**PROBLEM STATEMENT**. Using the lines below, work out the count of those that hold "Linda". Give the number only.

**EXCERPTED RECORDS**.
···
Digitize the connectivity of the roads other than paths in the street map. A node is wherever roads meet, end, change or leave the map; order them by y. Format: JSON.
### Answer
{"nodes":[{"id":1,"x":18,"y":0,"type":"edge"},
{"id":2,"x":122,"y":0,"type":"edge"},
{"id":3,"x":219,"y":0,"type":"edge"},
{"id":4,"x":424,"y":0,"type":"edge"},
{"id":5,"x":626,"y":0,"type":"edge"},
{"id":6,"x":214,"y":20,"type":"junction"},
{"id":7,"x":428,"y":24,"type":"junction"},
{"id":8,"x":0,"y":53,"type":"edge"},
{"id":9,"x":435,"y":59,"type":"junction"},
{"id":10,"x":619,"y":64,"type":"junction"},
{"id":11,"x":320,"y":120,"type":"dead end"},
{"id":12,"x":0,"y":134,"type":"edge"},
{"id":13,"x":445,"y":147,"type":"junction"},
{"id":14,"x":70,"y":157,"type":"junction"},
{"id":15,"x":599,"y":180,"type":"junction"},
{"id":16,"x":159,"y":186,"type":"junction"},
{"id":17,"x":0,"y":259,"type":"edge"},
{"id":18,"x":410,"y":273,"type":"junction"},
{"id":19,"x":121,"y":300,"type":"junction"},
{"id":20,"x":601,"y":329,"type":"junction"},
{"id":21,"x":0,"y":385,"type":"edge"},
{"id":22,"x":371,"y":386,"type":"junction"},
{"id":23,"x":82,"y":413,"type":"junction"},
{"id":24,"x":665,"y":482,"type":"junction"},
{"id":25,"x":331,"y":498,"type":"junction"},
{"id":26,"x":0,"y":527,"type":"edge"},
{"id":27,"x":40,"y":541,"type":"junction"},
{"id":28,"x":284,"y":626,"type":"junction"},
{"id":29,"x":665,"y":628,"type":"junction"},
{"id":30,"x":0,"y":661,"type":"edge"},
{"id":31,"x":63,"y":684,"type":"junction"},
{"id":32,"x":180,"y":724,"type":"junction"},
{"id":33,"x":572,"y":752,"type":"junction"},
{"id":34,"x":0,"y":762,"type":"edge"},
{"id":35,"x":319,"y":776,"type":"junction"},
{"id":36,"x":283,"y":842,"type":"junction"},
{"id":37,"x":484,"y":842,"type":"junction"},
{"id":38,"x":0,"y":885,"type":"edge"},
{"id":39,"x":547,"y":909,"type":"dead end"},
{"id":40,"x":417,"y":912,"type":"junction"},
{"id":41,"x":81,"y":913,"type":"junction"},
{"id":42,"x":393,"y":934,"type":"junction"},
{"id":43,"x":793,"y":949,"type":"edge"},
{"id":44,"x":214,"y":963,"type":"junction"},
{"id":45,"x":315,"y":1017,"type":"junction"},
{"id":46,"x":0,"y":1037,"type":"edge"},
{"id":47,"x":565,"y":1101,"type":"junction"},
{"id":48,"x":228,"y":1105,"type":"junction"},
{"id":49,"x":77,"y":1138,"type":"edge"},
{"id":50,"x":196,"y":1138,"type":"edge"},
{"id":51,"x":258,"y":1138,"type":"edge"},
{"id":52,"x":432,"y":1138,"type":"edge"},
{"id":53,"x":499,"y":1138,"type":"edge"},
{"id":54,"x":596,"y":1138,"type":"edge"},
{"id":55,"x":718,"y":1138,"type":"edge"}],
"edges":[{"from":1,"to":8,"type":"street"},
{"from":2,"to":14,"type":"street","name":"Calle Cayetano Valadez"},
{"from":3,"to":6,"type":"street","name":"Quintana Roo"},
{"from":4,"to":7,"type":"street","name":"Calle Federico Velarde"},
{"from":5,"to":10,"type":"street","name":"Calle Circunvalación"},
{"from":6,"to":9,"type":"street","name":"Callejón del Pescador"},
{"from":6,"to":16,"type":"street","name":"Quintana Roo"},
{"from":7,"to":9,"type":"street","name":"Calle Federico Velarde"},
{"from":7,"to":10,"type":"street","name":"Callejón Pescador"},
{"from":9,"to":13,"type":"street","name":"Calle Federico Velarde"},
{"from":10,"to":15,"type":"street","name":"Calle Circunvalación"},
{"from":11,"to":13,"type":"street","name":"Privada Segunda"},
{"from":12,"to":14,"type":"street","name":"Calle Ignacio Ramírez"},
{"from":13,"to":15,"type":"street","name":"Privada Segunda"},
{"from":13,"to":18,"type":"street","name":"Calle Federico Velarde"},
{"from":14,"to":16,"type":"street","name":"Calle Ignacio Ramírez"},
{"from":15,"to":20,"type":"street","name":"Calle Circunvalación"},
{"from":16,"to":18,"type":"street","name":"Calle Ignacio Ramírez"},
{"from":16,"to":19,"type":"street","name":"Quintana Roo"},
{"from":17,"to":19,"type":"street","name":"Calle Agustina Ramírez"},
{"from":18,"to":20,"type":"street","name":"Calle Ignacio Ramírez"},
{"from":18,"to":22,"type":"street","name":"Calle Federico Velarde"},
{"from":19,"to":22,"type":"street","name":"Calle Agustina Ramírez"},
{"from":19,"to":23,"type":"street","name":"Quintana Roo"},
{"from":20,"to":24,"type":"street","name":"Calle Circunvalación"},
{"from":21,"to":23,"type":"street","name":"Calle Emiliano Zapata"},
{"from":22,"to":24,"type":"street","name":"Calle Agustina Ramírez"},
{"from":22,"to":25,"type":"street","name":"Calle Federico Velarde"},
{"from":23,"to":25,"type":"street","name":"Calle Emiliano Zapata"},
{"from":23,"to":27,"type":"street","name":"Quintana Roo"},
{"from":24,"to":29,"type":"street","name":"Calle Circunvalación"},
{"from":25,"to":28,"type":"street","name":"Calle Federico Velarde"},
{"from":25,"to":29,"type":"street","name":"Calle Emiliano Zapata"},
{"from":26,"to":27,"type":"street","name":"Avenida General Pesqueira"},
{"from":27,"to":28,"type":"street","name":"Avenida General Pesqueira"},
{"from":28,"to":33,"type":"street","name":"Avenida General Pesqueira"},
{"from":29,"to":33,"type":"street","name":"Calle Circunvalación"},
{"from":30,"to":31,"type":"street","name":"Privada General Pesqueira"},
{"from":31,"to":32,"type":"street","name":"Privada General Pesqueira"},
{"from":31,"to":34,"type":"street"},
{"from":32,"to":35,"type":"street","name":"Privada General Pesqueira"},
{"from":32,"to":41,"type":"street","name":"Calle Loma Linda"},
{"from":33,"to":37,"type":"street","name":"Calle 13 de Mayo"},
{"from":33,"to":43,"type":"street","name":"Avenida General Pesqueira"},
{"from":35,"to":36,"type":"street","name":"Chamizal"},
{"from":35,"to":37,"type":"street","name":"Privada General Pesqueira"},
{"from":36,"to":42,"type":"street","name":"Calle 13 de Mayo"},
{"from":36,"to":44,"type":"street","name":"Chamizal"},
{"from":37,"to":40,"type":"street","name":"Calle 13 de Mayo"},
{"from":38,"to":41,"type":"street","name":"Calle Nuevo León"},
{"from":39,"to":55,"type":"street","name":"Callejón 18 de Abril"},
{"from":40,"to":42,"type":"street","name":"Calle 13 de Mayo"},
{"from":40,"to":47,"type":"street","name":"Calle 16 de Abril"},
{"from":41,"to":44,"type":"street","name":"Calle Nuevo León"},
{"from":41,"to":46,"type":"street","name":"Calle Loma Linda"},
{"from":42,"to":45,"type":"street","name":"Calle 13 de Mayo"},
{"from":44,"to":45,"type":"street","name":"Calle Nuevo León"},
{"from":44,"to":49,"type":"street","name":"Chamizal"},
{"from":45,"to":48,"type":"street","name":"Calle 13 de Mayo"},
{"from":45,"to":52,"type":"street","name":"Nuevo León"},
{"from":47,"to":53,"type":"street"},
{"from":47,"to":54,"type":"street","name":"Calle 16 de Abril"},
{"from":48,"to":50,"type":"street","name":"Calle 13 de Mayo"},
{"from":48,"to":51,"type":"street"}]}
···
**EXERCISE RESULT**. 2